下面结合附图对本发明进行具体说明。The present invention will be described in detail below with reference to the accompanying drawings.
(1)、搭建多源数据采集系统,具体形式如图1所示,激光雷达采集气溶胶光学厚度信息,地面气象站采集风速、温度、湿度信息,背景辐射计采集天空背景亮度信息,信息交互终端为普通计算机,可以与数据采集设备实现信息交互。数据库中加载了SQLServer软件,通过维护数据表实现数据存储功能;(1) Build a multi-source data acquisition system. The specific form is shown in Figure 1. The laser radar collects aerosol optical thickness information, the ground meteorological station collects wind speed, temperature, and humidity information, and the background radiometer collects sky background brightness information. The information exchange terminal is an ordinary computer that can realize information exchange with the data acquisition equipment. SQLServer software is loaded in the database, and the data storage function is realized by maintaining the data table;
激光雷达通过RJ45网络接口与信息交互终端相连,背景辐射计和地面气象站采用RS232接口与信息交互终端进行串口通信,在信息采集的过程中,信息交互终端向数据采集设备发送采集命令,数据采集设备通过数据接口将数据信息传递到信息交互终端,实现信息交互,The laser radar is connected to the information interaction terminal through the RJ45 network interface. The background radiometer and the ground meteorological station use the RS232 interface to communicate with the information interaction terminal. During the information collection process, the information interaction terminal sends a collection command to the data collection device, and the data collection device transmits the data information to the information interaction terminal through the data interface to realize information interaction.

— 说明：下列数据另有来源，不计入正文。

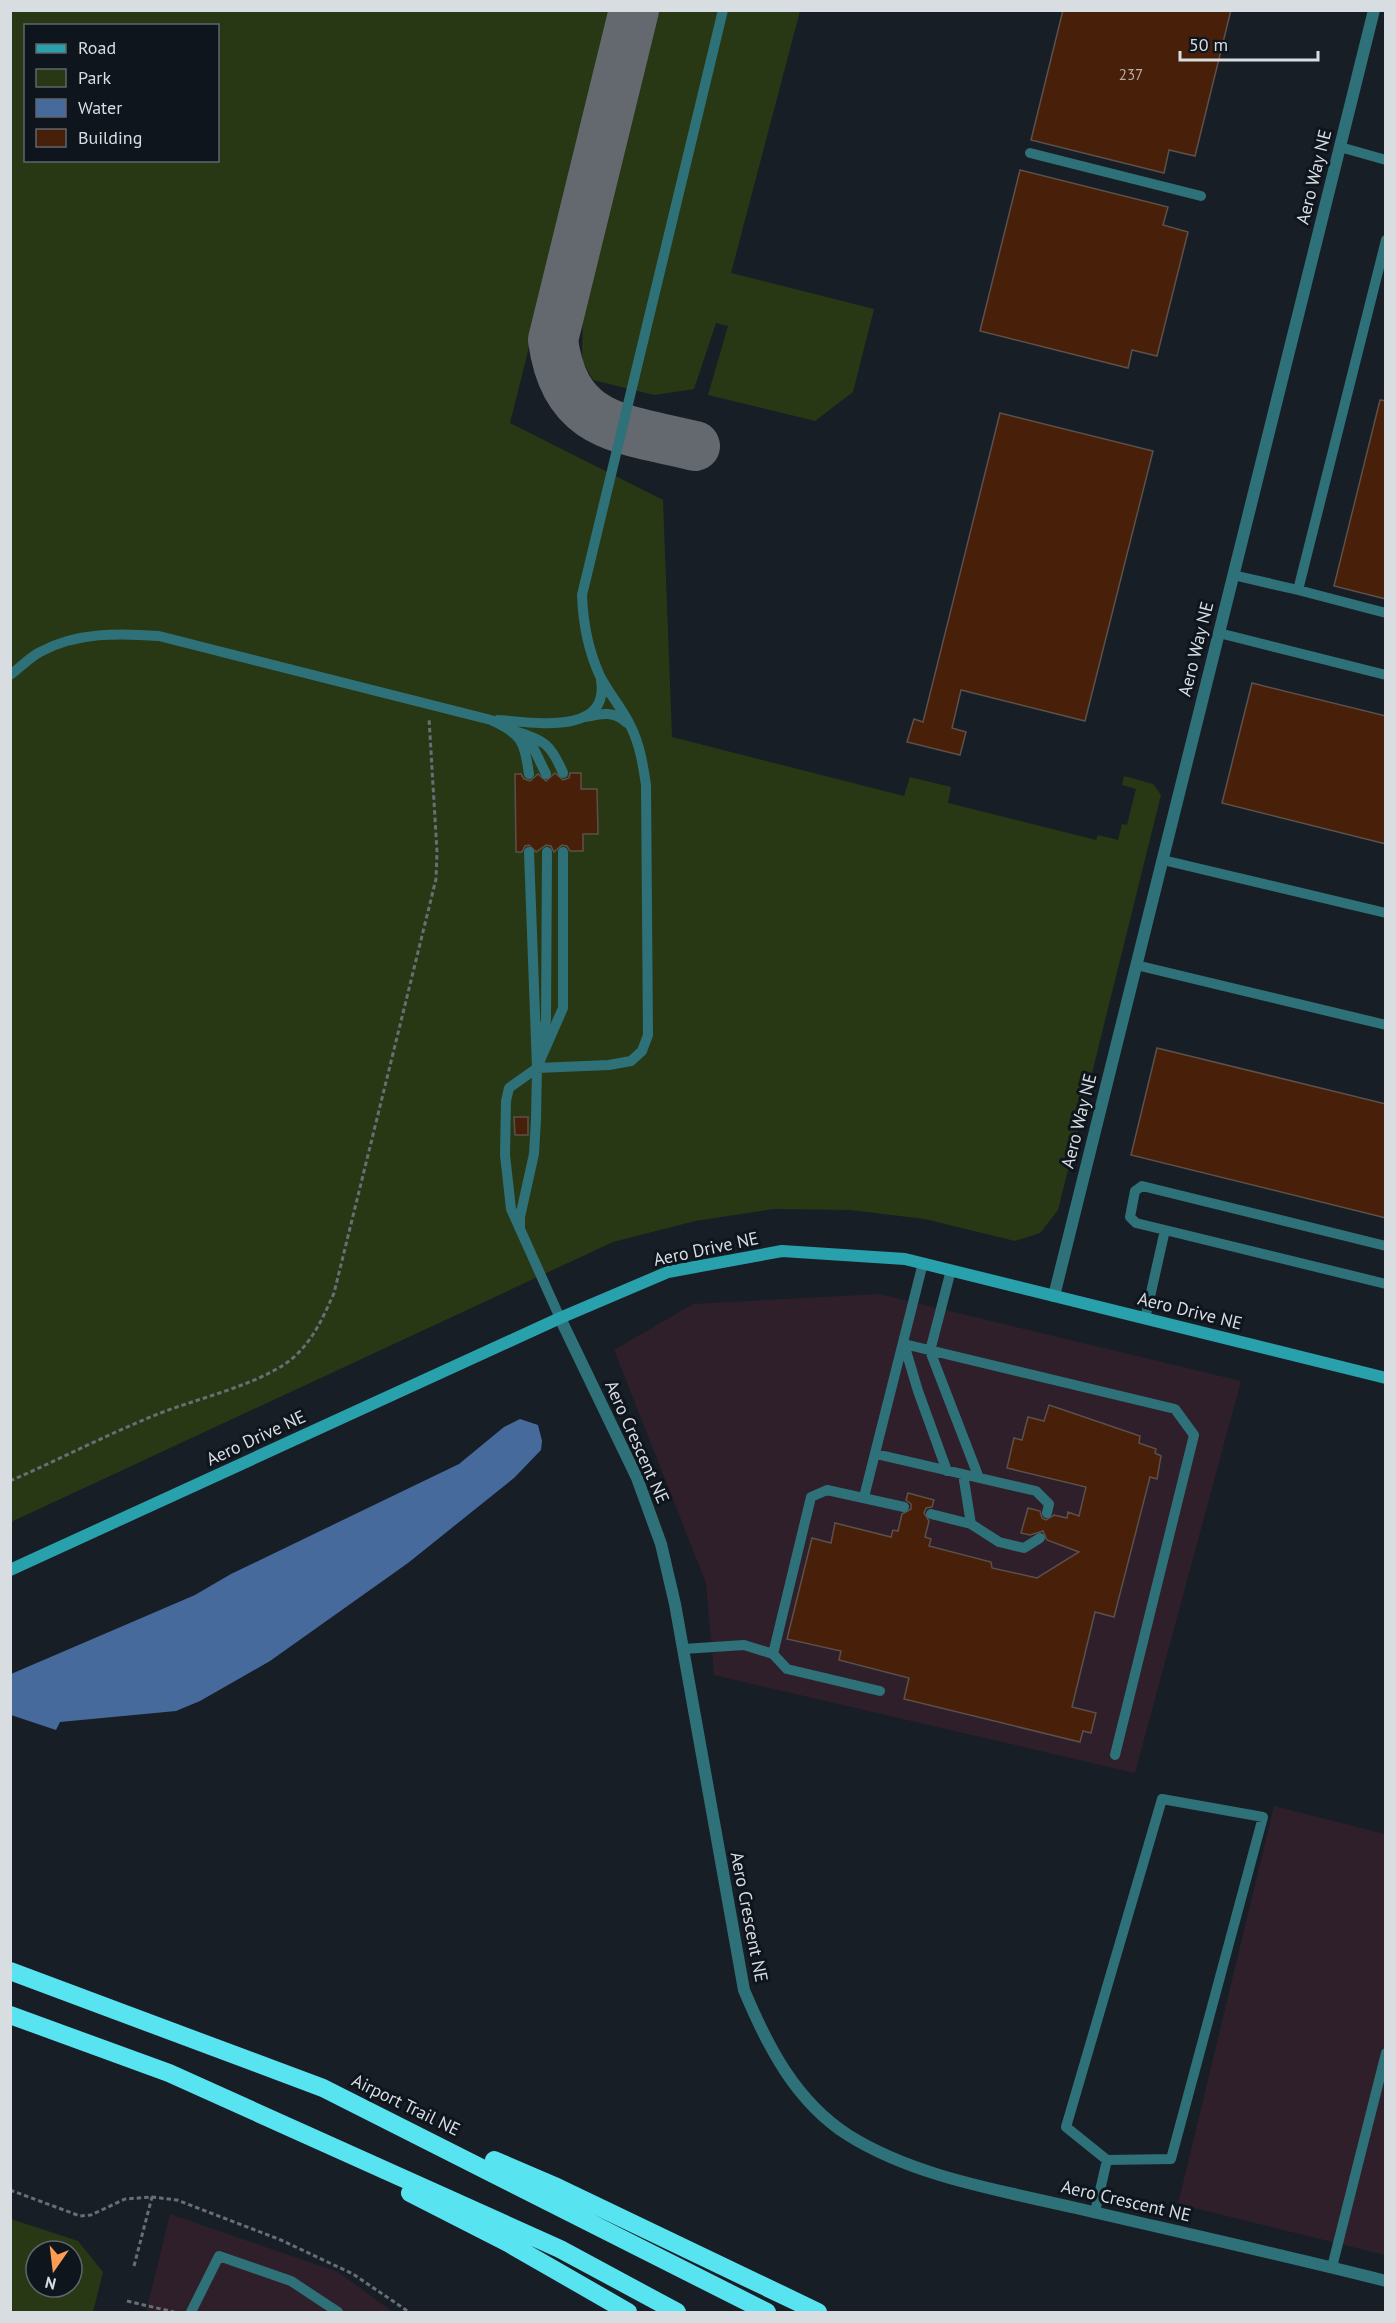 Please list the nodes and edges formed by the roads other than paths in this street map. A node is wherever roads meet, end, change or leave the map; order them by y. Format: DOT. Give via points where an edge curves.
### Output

(2)、实现特征提取。将采集到的数据进行整理,通过主成分分析分别考虑风速、温度、湿度、天空背景亮度的累积效果,以1天为数据采集周期,每间隔半小时为1个采样点,每天为48个样本向量,考虑当前时间节点前7天的数据,形成48行7列的样本片段矩阵;(2) Feature extraction. The collected data is sorted and the cumulative effects of wind speed, temperature, humidity, and sky background brightness are considered through principal component analysis. The data collection period is one day, and each half-hour interval is one sampling point. There are 48 sample vectors per day. Considering the data of the 7 days before the current time node, a sample segment matrix with 48 rows and 7 columns is formed;
对数据采集系统中存储的大气数据进行主成分分析,包括风速WS、温度TE、湿度HU、天空背景亮度LU,考虑M天的累积效果,第K天风速样本片段WSK可以写成如下的矩阵形式:The principal component analysis of the atmospheric data stored in the data acquisition system, including wind speed WS, temperature TE, humidity HU, and sky background brightness LU, is performed. Considering the cumulative effect of M days, the wind speed sample fragment WS K on the Kth day can be written in the following matrix form:
其中,wsKM表示第K个样本片段中第M天的风速值,对风速样本矩阵片段WSK中的每一个风速值进行标准化处理:Among them, ws KM represents the wind speed value of the Mth day in the Kth sample segment, and each wind speed value in the wind speed sample matrix segment WS K is standardized:
其中,ws′km表示第k个样本片段中第m天的风速标准化值,μm、σm分别表示第m天风速样本片段的均值和方差,处理后得到风速标准化矩阵WS′K,并计算风速特征值λWS,1,λWS,2,…λWS,M对应的风速特征向量ηWS,1,ηWS,2,…ηWS,M,将风速特征值从大到小进行排序,计算风速特征值的贡献度,当所选定风速特征值贡献度大于阈值θ1=0.90时,确定主成分个数Num1;Wherein, ws′ km represents the normalized wind speed value of the mth day in the kth sample segment, μ m and σ m represent the mean and variance of the wind speed sample segment of the mth day, respectively. After processing, the wind speed normalized matrix WS′ K is obtained, and the wind speed characteristic vectors η WS,1 ,η WS,2 ,…η WS,M corresponding to the wind speed characteristic values λ WS,1 ,λ WS,2 ,…λ WS,M are calculated. The wind speed characteristic values are sorted from large to small, and the contribution of the wind speed characteristic values is calculated. When the contribution of the selected wind speed characteristic value is greater than the threshold value θ 1 =0.90, the number of principal components Num 1 is determined;
对应的风速特征向量集合即为风速特征 The corresponding wind speed feature vector set is the wind speed feature
考虑M天的累积效果,对第K天温度样本片段TEK进行标准化处理,得到温度标准化矩阵TE′K,计算温度特征值λTE,1,λTE,2,…λTE,M对应的温度特征向量ηTE,1,ηTE,2,…ηTE,M,将温度特征值从大到小进行排序,计算温度特征值的贡献度,当所选定温度特征值贡献度大于阈值θ2=0.85时,确定主成分个数Num2 Considering the cumulative effect of M days, the temperature sample fragment TE K of the Kth day is standardized to obtain the temperature standardized matrix TE′ K , and the temperature eigenvalues λ TE,1 ,λ TE,2 ,…λ TE,M corresponding to the temperature eigenvalues η TE,1 ,η TE,2 ,…η TE,M are calculated. The temperature eigenvalues are sorted from large to small, and the contribution of the temperature eigenvalues is calculated. When the contribution of the selected temperature eigenvalue is greater than the threshold value θ 2 =0.85, the number of principal components Num 2 is determined.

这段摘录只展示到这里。